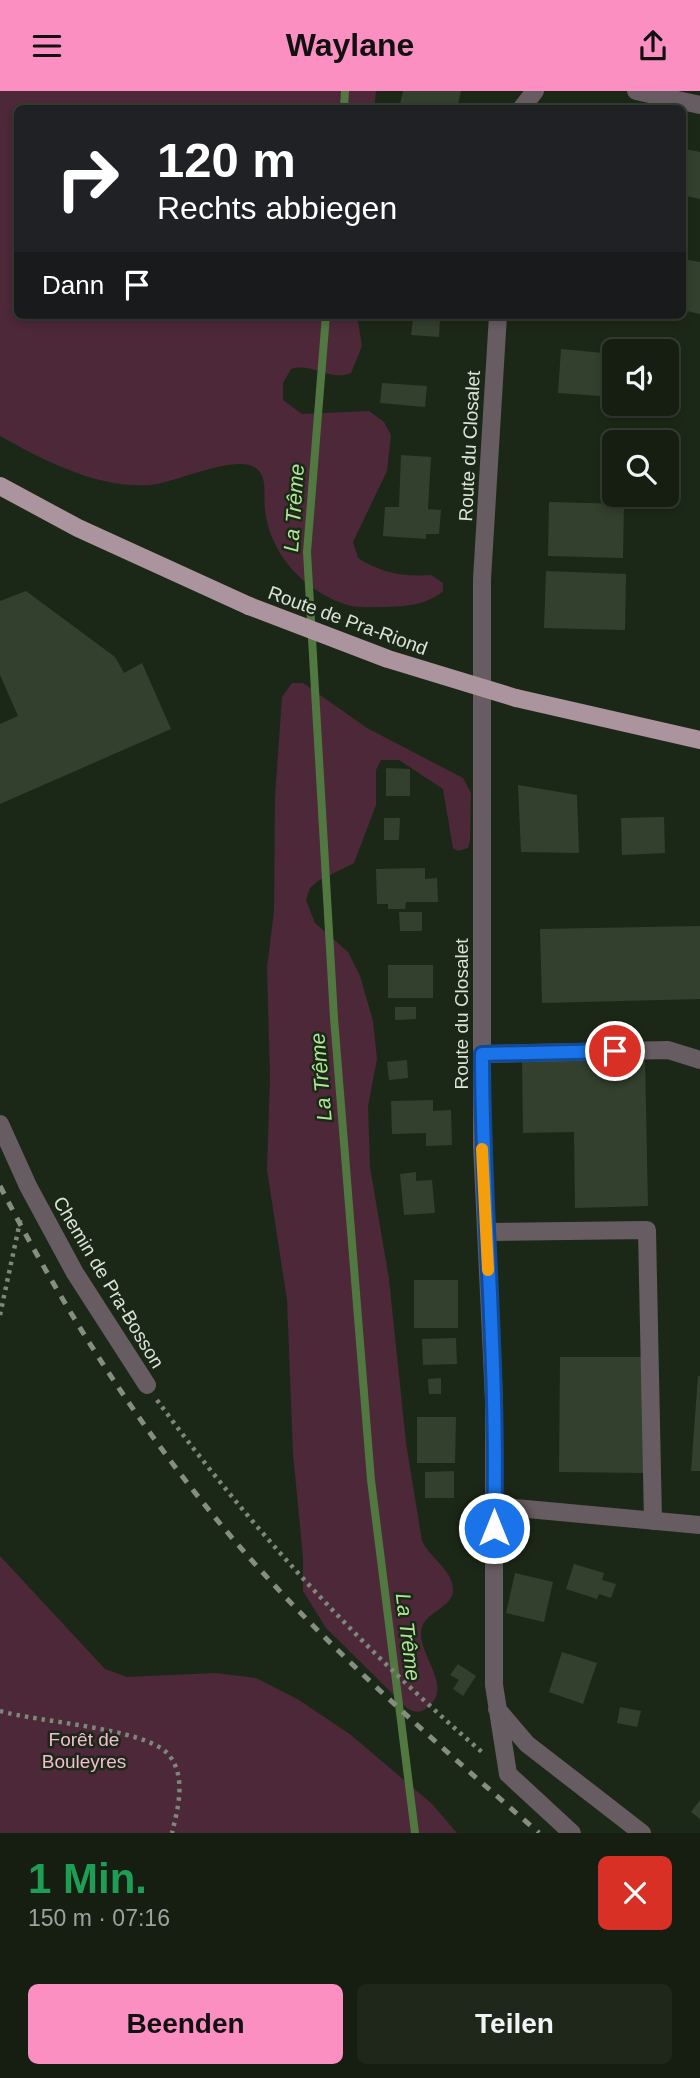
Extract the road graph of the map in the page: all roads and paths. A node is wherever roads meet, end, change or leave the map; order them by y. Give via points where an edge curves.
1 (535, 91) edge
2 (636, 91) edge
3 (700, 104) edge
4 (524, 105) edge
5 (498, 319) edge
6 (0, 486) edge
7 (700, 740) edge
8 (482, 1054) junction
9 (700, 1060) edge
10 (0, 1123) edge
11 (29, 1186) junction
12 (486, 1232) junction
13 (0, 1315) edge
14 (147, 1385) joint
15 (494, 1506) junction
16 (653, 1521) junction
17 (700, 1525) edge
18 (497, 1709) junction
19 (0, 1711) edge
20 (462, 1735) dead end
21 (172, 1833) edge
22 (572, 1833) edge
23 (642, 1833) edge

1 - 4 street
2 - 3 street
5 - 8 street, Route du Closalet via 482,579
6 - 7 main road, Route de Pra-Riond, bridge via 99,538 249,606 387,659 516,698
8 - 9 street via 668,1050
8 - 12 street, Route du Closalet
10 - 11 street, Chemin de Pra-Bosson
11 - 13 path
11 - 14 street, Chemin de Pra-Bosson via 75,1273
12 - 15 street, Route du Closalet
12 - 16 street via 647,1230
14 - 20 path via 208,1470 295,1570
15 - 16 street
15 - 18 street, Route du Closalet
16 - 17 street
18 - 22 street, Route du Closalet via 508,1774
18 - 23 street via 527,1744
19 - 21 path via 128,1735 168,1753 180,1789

==

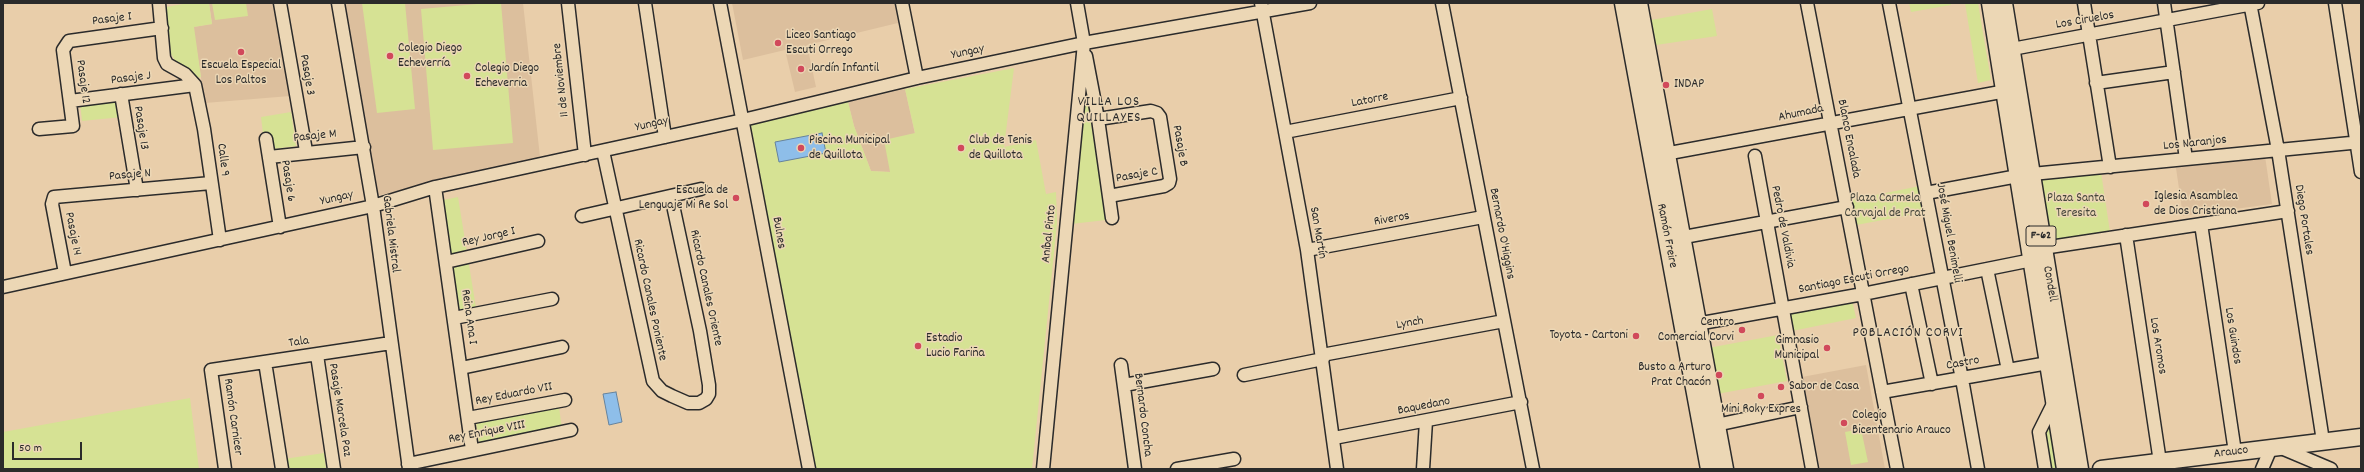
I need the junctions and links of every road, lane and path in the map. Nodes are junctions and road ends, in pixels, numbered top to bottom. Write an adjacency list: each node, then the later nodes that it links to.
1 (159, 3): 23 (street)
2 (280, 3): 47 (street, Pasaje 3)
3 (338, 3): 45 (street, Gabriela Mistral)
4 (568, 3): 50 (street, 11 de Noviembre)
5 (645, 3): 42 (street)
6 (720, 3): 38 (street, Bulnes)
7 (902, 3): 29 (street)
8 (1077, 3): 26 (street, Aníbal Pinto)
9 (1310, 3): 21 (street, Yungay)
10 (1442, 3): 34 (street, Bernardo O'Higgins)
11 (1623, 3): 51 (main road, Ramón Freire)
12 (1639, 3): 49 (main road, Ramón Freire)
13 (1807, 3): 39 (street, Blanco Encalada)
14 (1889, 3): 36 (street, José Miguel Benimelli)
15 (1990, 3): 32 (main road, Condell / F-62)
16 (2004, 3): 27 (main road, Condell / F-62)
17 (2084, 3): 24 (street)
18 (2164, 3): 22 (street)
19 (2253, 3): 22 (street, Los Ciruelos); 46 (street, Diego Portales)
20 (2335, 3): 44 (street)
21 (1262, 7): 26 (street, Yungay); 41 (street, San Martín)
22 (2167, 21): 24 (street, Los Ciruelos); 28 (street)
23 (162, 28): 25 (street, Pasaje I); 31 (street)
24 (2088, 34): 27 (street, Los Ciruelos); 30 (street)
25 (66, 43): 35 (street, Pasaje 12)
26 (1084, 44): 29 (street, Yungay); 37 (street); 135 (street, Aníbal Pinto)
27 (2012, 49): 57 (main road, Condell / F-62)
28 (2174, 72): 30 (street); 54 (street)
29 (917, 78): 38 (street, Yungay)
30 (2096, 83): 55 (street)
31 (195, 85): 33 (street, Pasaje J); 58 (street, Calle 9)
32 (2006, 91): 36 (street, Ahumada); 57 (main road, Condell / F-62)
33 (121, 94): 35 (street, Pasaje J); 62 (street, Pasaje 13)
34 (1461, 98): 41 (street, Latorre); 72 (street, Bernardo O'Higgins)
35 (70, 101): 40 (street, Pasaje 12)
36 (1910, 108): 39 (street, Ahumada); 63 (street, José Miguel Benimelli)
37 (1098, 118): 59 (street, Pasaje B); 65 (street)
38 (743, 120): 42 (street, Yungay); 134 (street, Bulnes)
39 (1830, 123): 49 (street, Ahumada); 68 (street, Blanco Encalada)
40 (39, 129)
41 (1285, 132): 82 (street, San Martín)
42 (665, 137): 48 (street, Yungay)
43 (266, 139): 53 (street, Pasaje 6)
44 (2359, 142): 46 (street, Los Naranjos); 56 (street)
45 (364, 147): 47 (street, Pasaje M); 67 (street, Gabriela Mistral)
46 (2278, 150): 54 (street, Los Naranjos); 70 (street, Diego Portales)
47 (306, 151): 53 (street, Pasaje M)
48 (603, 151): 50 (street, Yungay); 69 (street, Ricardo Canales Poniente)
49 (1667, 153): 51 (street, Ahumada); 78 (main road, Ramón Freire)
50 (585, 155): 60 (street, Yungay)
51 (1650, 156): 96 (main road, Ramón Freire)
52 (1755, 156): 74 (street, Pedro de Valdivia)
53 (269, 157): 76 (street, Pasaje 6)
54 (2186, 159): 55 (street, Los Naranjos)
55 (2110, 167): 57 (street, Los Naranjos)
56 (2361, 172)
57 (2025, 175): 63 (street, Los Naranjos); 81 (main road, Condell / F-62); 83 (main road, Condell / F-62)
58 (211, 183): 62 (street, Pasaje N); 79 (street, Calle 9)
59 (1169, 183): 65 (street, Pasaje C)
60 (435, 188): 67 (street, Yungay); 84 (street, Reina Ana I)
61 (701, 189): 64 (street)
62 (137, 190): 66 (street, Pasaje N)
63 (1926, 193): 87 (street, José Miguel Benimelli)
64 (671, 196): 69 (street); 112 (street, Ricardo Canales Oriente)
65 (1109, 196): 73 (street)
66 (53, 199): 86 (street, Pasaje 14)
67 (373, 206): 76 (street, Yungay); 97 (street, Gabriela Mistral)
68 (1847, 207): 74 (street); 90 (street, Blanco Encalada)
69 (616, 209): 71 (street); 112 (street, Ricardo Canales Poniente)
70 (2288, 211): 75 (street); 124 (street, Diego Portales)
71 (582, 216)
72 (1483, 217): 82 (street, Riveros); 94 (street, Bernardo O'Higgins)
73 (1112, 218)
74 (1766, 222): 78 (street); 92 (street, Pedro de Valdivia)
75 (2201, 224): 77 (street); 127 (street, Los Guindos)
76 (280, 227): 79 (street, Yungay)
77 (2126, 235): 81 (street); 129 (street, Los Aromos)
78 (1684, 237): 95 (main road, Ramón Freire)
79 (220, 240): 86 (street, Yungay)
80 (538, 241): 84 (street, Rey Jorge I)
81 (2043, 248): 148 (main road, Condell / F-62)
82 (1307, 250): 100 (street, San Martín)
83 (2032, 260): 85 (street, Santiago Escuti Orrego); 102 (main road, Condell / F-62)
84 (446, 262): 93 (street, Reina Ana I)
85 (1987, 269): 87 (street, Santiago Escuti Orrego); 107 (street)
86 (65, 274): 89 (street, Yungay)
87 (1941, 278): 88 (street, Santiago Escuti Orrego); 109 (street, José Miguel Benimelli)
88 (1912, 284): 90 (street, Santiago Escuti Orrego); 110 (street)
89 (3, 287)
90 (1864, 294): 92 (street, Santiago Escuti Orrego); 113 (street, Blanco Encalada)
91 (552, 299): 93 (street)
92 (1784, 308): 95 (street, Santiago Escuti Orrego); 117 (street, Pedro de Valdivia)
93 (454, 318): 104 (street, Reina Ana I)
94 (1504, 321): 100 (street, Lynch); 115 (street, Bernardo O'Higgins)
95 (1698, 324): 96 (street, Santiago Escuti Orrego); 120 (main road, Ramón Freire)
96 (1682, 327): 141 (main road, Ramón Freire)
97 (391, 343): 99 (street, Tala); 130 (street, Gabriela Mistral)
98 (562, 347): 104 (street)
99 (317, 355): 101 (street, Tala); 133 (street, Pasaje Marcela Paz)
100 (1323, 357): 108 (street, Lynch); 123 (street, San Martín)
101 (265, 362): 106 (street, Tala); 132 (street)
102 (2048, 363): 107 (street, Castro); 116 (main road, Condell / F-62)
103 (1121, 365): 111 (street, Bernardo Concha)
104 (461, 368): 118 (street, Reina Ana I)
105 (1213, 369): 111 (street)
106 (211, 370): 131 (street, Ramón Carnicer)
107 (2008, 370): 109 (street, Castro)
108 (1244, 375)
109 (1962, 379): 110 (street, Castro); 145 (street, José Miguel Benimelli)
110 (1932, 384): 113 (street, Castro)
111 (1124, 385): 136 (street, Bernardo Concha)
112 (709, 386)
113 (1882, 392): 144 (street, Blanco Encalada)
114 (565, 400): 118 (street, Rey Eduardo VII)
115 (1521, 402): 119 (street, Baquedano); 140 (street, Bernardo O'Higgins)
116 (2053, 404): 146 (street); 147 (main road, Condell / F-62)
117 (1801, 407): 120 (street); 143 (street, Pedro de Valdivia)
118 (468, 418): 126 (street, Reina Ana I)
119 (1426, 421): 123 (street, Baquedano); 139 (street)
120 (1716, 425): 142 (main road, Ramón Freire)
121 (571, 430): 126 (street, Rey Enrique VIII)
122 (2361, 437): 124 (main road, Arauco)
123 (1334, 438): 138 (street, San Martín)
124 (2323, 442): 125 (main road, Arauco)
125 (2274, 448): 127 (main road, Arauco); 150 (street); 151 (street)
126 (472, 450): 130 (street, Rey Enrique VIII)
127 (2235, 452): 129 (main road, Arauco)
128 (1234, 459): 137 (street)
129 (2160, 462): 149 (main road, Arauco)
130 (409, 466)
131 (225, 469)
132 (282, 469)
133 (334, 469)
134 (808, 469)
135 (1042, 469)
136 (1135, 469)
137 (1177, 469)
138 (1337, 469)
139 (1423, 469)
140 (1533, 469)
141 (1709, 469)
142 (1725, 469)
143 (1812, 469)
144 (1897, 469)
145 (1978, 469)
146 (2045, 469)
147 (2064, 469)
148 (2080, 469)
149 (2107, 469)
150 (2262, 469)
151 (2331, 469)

* * *

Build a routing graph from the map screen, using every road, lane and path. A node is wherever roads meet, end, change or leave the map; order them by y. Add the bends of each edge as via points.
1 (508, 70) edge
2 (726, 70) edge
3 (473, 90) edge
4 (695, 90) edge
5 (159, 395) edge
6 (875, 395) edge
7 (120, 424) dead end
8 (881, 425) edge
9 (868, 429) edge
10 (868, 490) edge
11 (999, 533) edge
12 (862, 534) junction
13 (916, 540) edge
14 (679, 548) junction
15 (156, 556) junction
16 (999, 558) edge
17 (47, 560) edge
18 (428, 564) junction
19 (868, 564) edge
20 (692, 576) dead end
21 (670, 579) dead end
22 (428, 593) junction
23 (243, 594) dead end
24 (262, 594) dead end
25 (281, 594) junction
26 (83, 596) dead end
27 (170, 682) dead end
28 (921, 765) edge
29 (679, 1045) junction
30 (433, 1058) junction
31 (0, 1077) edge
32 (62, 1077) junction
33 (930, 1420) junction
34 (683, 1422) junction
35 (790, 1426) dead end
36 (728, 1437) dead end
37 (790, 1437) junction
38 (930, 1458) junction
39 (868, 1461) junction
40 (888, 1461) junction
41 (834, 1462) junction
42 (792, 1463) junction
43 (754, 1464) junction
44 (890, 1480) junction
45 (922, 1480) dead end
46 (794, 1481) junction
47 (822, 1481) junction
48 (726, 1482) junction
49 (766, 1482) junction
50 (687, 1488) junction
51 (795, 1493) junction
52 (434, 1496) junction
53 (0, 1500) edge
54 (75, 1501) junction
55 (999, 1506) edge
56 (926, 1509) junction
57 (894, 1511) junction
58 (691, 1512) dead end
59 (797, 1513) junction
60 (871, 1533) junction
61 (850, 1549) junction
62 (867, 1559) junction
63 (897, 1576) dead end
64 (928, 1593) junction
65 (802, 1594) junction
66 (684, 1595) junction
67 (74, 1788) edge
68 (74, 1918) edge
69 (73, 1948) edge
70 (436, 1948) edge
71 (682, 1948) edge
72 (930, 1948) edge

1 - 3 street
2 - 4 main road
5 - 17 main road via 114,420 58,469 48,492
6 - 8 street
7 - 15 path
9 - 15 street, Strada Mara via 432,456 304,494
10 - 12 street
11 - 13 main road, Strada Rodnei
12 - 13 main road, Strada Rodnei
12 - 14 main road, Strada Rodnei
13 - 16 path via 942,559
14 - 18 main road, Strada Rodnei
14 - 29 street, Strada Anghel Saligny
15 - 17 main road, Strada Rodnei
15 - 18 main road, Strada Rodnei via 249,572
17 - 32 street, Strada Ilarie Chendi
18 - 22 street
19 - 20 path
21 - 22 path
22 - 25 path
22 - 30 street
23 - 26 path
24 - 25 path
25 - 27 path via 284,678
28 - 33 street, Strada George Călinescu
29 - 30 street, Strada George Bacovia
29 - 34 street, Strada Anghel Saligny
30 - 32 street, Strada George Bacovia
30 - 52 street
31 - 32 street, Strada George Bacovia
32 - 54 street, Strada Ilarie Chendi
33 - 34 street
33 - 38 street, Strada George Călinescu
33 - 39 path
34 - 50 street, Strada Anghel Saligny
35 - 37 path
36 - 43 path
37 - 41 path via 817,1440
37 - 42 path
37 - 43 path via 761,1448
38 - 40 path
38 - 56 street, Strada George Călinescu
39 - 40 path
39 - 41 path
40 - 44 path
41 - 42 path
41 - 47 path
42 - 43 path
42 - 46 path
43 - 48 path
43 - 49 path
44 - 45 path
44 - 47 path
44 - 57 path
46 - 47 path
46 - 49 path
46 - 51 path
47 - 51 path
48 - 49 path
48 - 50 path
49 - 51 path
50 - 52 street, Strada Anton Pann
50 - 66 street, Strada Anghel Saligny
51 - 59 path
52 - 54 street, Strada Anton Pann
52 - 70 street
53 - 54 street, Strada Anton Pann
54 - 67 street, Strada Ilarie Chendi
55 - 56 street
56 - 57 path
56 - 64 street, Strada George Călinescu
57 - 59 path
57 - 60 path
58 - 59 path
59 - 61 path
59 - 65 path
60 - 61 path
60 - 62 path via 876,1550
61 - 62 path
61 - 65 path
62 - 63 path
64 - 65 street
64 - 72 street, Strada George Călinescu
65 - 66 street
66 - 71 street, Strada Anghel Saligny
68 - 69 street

**What to work on**
Among the lines above, find those containing the word "Tala" and copy each.

**Answer for the task**
97 (391, 343): 99 (street, Tala); 130 (street, Gabriela Mistral)
99 (317, 355): 101 (street, Tala); 133 (street, Pasaje Marcela Paz)
101 (265, 362): 106 (street, Tala); 132 (street)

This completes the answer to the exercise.